RECORDS SUPPLIED: Begin
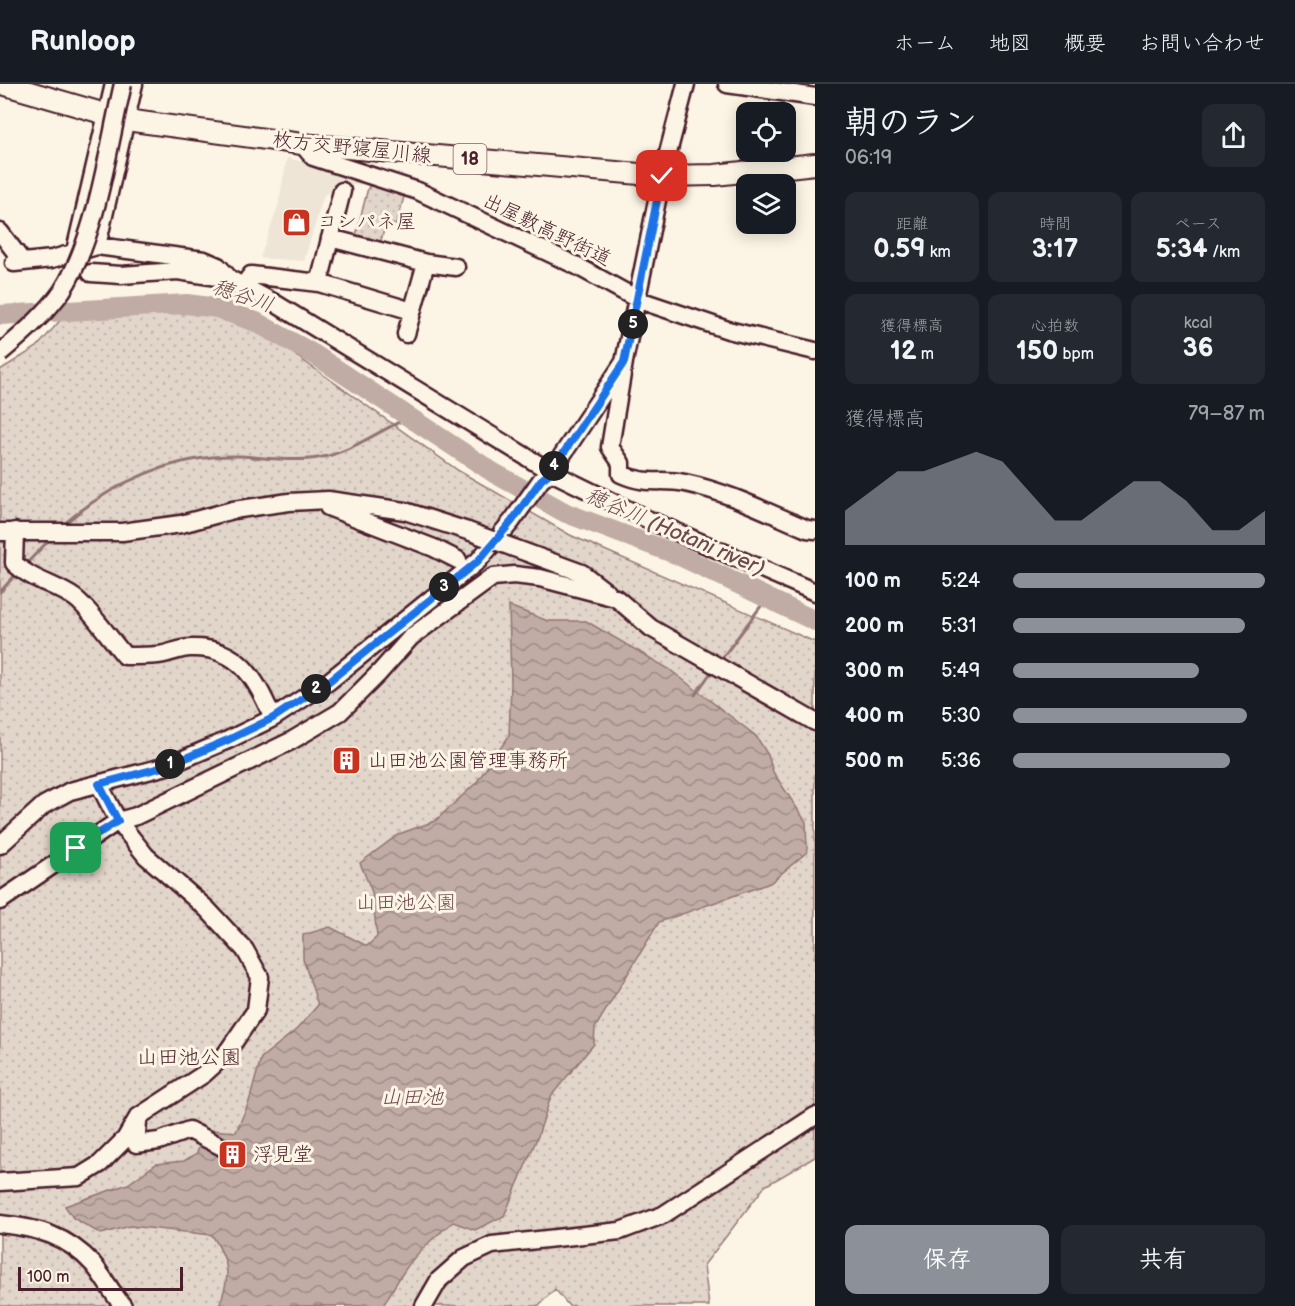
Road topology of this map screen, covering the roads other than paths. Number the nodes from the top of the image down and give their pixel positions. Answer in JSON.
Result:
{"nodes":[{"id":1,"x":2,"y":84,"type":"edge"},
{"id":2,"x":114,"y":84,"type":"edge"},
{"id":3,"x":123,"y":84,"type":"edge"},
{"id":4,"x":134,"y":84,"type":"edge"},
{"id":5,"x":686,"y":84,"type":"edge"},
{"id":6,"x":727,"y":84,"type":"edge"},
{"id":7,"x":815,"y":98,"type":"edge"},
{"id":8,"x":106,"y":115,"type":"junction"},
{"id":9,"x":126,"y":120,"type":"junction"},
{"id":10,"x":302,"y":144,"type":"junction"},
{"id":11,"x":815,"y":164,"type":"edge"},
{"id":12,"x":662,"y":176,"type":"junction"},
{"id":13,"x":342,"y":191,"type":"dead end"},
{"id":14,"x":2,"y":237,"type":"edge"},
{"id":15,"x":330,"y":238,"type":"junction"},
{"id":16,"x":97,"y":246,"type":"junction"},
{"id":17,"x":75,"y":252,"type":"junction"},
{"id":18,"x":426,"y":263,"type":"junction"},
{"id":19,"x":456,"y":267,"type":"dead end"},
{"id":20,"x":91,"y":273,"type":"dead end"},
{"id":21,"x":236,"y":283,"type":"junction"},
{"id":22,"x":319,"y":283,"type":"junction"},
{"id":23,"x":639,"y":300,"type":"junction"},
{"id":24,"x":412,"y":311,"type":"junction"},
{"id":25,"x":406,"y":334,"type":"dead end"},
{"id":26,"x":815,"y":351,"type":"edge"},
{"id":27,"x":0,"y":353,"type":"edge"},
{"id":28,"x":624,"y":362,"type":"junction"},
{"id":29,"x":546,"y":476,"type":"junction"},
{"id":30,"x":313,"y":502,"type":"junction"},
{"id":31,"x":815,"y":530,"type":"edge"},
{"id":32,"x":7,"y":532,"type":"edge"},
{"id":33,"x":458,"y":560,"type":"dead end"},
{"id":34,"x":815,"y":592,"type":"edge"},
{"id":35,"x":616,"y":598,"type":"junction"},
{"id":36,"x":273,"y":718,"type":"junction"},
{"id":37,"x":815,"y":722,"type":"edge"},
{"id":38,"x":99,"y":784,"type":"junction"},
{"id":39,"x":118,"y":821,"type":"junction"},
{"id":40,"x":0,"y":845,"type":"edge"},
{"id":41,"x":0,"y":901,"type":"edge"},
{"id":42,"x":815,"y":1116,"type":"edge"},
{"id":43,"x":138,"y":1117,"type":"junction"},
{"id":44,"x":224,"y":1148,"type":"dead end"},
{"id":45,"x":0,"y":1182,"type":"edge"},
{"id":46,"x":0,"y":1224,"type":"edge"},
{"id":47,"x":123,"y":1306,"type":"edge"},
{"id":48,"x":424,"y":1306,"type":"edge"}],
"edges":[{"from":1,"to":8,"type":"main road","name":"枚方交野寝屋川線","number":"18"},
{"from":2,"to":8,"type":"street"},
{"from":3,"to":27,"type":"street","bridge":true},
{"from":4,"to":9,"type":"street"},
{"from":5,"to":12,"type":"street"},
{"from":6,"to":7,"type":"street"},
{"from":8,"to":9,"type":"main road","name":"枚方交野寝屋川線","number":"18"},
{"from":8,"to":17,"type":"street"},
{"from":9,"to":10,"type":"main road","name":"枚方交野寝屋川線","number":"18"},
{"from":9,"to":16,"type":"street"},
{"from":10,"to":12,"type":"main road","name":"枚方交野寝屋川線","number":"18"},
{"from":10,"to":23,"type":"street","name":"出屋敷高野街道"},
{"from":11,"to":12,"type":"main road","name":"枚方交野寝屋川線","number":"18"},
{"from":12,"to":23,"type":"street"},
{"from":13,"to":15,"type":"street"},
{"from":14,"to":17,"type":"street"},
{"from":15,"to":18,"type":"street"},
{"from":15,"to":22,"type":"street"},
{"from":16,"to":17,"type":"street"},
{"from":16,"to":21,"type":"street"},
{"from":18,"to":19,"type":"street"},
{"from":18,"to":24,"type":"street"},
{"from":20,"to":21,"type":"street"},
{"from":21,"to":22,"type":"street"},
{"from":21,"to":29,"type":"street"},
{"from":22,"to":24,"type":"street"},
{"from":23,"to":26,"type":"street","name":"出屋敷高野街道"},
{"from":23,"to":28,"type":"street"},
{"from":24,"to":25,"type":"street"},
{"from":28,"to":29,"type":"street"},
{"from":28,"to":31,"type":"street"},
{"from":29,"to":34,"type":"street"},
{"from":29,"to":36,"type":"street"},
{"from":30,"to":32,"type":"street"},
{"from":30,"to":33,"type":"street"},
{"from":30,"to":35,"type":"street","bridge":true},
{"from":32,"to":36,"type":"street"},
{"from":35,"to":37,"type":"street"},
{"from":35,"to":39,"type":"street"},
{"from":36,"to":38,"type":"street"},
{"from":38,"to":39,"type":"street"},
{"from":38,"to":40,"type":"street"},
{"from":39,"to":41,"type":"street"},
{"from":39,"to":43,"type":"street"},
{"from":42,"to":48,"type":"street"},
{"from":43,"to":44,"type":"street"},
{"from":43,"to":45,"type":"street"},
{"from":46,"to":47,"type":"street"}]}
RECORDS SUPPLIED: End
RECORDS SUPPLIED: Begin
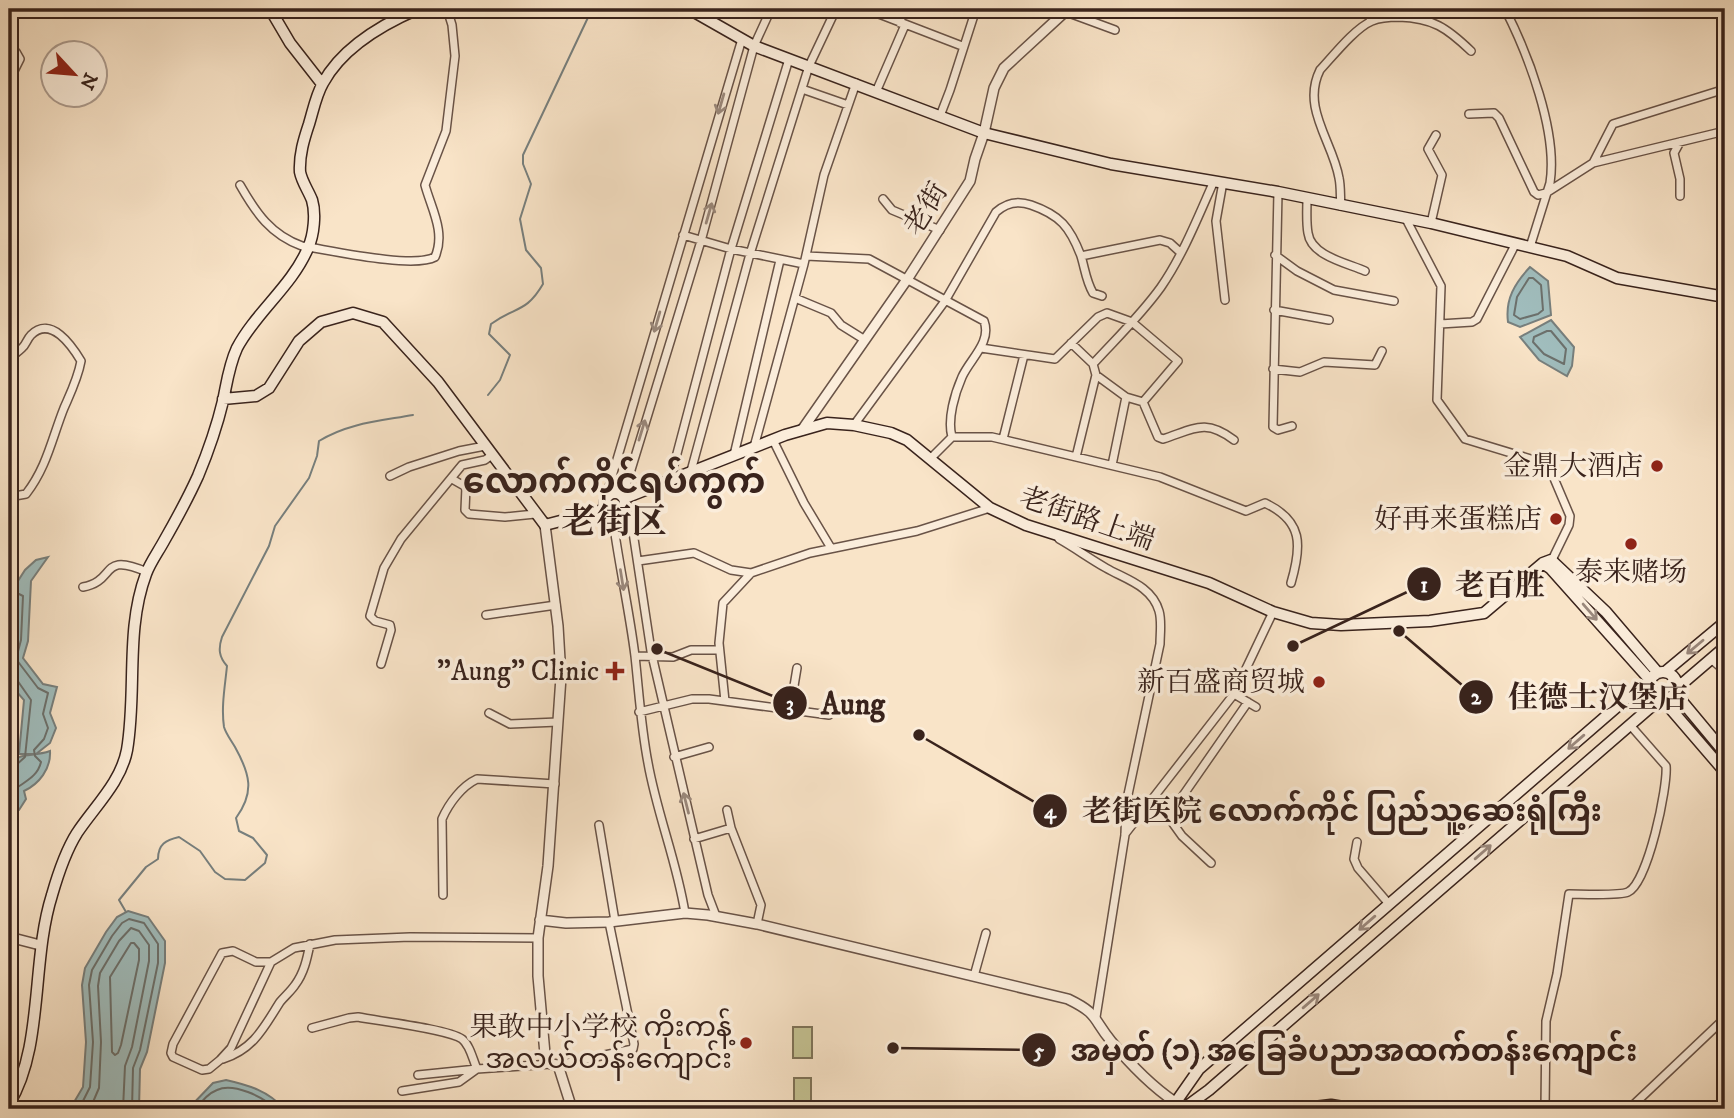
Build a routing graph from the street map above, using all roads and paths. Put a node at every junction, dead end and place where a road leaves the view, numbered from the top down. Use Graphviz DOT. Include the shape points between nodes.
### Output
RECORDS SUPPLIED: End
» YOUR GOAL:
Among the lines of the material above, tally those containing "paths" and respond with the total only.

» TASK RESPONSE:
2